## TASK DESCRIPTION
Down to the last line, print the data that follows exactly, without its pictures.

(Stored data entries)
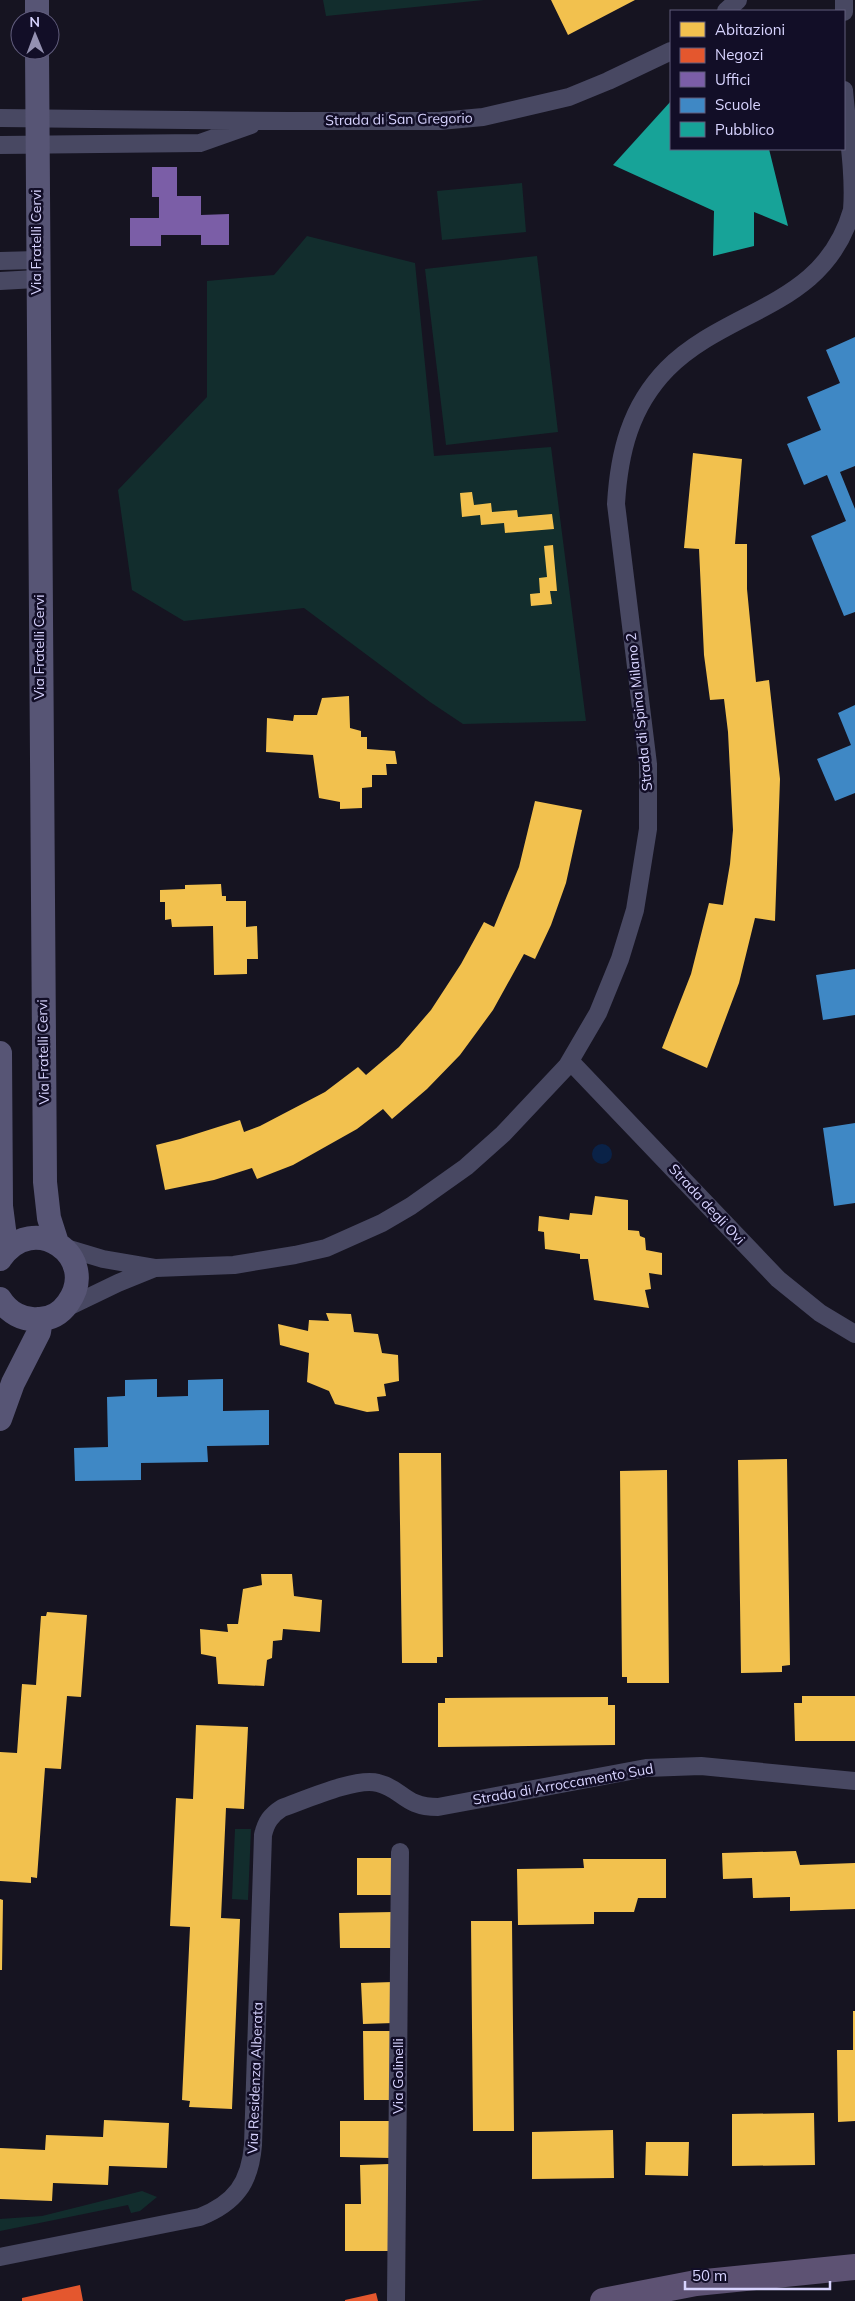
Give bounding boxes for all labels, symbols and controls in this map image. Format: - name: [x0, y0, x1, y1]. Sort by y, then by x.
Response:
- north arrow: [10, 10, 60, 60]
- legend: [670, 10, 845, 150]
- text: N: [29, 13, 40, 31]
- text: Abitazioni: [715, 20, 785, 39]
- text: Negozi: [715, 45, 763, 64]
- text: Uffici: [715, 70, 750, 89]
- text: Scuole: [715, 95, 761, 114]
- street label: Strada di San Gregorio: [325, 109, 473, 129]
- text: Pubblico: [715, 120, 774, 139]
- street label: Via Fratelli Cervi: [27, 189, 45, 295]
- street label: Via Fratelli Cervi: [30, 594, 48, 700]
- street label: Strada di Spina Milano 2: [622, 632, 656, 792]
- street label: Via Fratelli Cervi: [33, 999, 53, 1105]
- street label: Strada degli Ovi: [665, 1160, 749, 1248]
- street label: Strada di Arroccamento Sud: [471, 1759, 655, 1809]
- street label: Via Residenza Alberata: [243, 2002, 267, 2154]
- street label: Via Golinelli: [389, 2038, 407, 2114]
- scale bar: [685, 2258, 830, 2290]
- text: 50 m: [692, 2266, 727, 2285]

## TASK RESULT
Give bounding boxes for all labels, symbols and controls in this map image. Format: - name: [x0, y0, x1, y1]. Sort by y, then by x.
Response:
- north arrow: [10, 10, 60, 60]
- legend: [670, 10, 845, 150]
- text: N: [29, 13, 40, 31]
- text: Abitazioni: [715, 20, 785, 39]
- text: Negozi: [715, 45, 763, 64]
- text: Uffici: [715, 70, 750, 89]
- text: Scuole: [715, 95, 761, 114]
- street label: Strada di San Gregorio: [325, 109, 473, 129]
- text: Pubblico: [715, 120, 774, 139]
- street label: Via Fratelli Cervi: [27, 189, 45, 295]
- street label: Via Fratelli Cervi: [30, 594, 48, 700]
- street label: Strada di Spina Milano 2: [622, 632, 656, 792]
- street label: Via Fratelli Cervi: [33, 999, 53, 1105]
- street label: Strada degli Ovi: [665, 1160, 749, 1248]
- street label: Strada di Arroccamento Sud: [471, 1759, 655, 1809]
- street label: Via Residenza Alberata: [243, 2002, 267, 2154]
- street label: Via Golinelli: [389, 2038, 407, 2114]
- scale bar: [685, 2258, 830, 2290]
- text: 50 m: [692, 2266, 727, 2285]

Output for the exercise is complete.